[Collection entries]
-.-.-
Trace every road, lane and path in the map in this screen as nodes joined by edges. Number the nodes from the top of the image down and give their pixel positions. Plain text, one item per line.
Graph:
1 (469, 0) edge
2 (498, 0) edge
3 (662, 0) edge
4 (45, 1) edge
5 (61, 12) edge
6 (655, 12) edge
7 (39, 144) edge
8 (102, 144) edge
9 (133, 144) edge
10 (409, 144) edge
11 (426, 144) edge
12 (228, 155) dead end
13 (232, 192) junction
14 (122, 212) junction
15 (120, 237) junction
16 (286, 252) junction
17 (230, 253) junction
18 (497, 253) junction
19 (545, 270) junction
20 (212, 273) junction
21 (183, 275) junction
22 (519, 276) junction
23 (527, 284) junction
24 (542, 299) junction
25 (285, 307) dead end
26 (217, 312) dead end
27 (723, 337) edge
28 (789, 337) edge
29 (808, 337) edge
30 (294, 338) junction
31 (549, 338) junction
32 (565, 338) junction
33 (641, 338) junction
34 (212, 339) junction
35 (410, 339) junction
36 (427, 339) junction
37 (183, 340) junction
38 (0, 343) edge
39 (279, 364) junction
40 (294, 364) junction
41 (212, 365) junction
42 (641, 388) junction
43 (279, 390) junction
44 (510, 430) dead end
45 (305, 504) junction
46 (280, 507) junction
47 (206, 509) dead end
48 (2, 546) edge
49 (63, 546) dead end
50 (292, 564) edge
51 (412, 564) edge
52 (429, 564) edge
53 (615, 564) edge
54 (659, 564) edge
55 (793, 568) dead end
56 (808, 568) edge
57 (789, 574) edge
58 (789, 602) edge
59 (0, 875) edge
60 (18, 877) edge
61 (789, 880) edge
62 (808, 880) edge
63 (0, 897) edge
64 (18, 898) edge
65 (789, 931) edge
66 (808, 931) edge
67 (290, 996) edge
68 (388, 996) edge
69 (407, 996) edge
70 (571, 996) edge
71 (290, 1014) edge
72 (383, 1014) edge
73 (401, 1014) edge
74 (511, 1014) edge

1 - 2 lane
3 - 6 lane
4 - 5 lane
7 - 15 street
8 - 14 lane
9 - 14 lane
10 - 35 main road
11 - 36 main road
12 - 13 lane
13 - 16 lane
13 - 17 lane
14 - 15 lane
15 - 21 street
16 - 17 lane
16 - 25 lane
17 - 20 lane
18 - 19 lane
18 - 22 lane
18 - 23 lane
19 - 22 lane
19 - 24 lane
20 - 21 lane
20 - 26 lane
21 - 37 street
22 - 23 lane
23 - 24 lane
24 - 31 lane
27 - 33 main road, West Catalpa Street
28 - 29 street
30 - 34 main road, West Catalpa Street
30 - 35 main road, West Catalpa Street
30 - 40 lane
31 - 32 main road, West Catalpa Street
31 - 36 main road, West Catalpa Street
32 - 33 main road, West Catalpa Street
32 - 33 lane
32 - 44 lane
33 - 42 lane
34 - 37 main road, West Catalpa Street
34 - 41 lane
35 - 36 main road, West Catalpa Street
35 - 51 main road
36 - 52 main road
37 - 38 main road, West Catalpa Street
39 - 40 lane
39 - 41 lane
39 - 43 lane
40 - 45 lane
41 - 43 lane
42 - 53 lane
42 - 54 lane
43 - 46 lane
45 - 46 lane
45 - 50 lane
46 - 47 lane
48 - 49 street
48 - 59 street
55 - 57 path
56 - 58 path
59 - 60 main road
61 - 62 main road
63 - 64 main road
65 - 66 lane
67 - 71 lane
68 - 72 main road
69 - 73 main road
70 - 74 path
-.-.-
Directions:
Each entry, exactly as written, should be set down once more.

Task response:
Trace every road, lane and path in the map in this screen as nodes joined by edges. Number the nodes from the top of the image down and give their pixel positions. Plain text, one item per line.
Graph:
1 (469, 0) edge
2 (498, 0) edge
3 (662, 0) edge
4 (45, 1) edge
5 (61, 12) edge
6 (655, 12) edge
7 (39, 144) edge
8 (102, 144) edge
9 (133, 144) edge
10 (409, 144) edge
11 (426, 144) edge
12 (228, 155) dead end
13 (232, 192) junction
14 (122, 212) junction
15 (120, 237) junction
16 (286, 252) junction
17 (230, 253) junction
18 (497, 253) junction
19 (545, 270) junction
20 (212, 273) junction
21 (183, 275) junction
22 (519, 276) junction
23 (527, 284) junction
24 (542, 299) junction
25 (285, 307) dead end
26 (217, 312) dead end
27 (723, 337) edge
28 (789, 337) edge
29 (808, 337) edge
30 (294, 338) junction
31 (549, 338) junction
32 (565, 338) junction
33 (641, 338) junction
34 (212, 339) junction
35 (410, 339) junction
36 (427, 339) junction
37 (183, 340) junction
38 (0, 343) edge
39 (279, 364) junction
40 (294, 364) junction
41 (212, 365) junction
42 (641, 388) junction
43 (279, 390) junction
44 (510, 430) dead end
45 (305, 504) junction
46 (280, 507) junction
47 (206, 509) dead end
48 (2, 546) edge
49 (63, 546) dead end
50 (292, 564) edge
51 (412, 564) edge
52 (429, 564) edge
53 (615, 564) edge
54 (659, 564) edge
55 (793, 568) dead end
56 (808, 568) edge
57 (789, 574) edge
58 (789, 602) edge
59 (0, 875) edge
60 (18, 877) edge
61 (789, 880) edge
62 (808, 880) edge
63 (0, 897) edge
64 (18, 898) edge
65 (789, 931) edge
66 (808, 931) edge
67 (290, 996) edge
68 (388, 996) edge
69 (407, 996) edge
70 (571, 996) edge
71 (290, 1014) edge
72 (383, 1014) edge
73 (401, 1014) edge
74 (511, 1014) edge

1 - 2 lane
3 - 6 lane
4 - 5 lane
7 - 15 street
8 - 14 lane
9 - 14 lane
10 - 35 main road
11 - 36 main road
12 - 13 lane
13 - 16 lane
13 - 17 lane
14 - 15 lane
15 - 21 street
16 - 17 lane
16 - 25 lane
17 - 20 lane
18 - 19 lane
18 - 22 lane
18 - 23 lane
19 - 22 lane
19 - 24 lane
20 - 21 lane
20 - 26 lane
21 - 37 street
22 - 23 lane
23 - 24 lane
24 - 31 lane
27 - 33 main road, West Catalpa Street
28 - 29 street
30 - 34 main road, West Catalpa Street
30 - 35 main road, West Catalpa Street
30 - 40 lane
31 - 32 main road, West Catalpa Street
31 - 36 main road, West Catalpa Street
32 - 33 main road, West Catalpa Street
32 - 33 lane
32 - 44 lane
33 - 42 lane
34 - 37 main road, West Catalpa Street
34 - 41 lane
35 - 36 main road, West Catalpa Street
35 - 51 main road
36 - 52 main road
37 - 38 main road, West Catalpa Street
39 - 40 lane
39 - 41 lane
39 - 43 lane
40 - 45 lane
41 - 43 lane
42 - 53 lane
42 - 54 lane
43 - 46 lane
45 - 46 lane
45 - 50 lane
46 - 47 lane
48 - 49 street
48 - 59 street
55 - 57 path
56 - 58 path
59 - 60 main road
61 - 62 main road
63 - 64 main road
65 - 66 lane
67 - 71 lane
68 - 72 main road
69 - 73 main road
70 - 74 path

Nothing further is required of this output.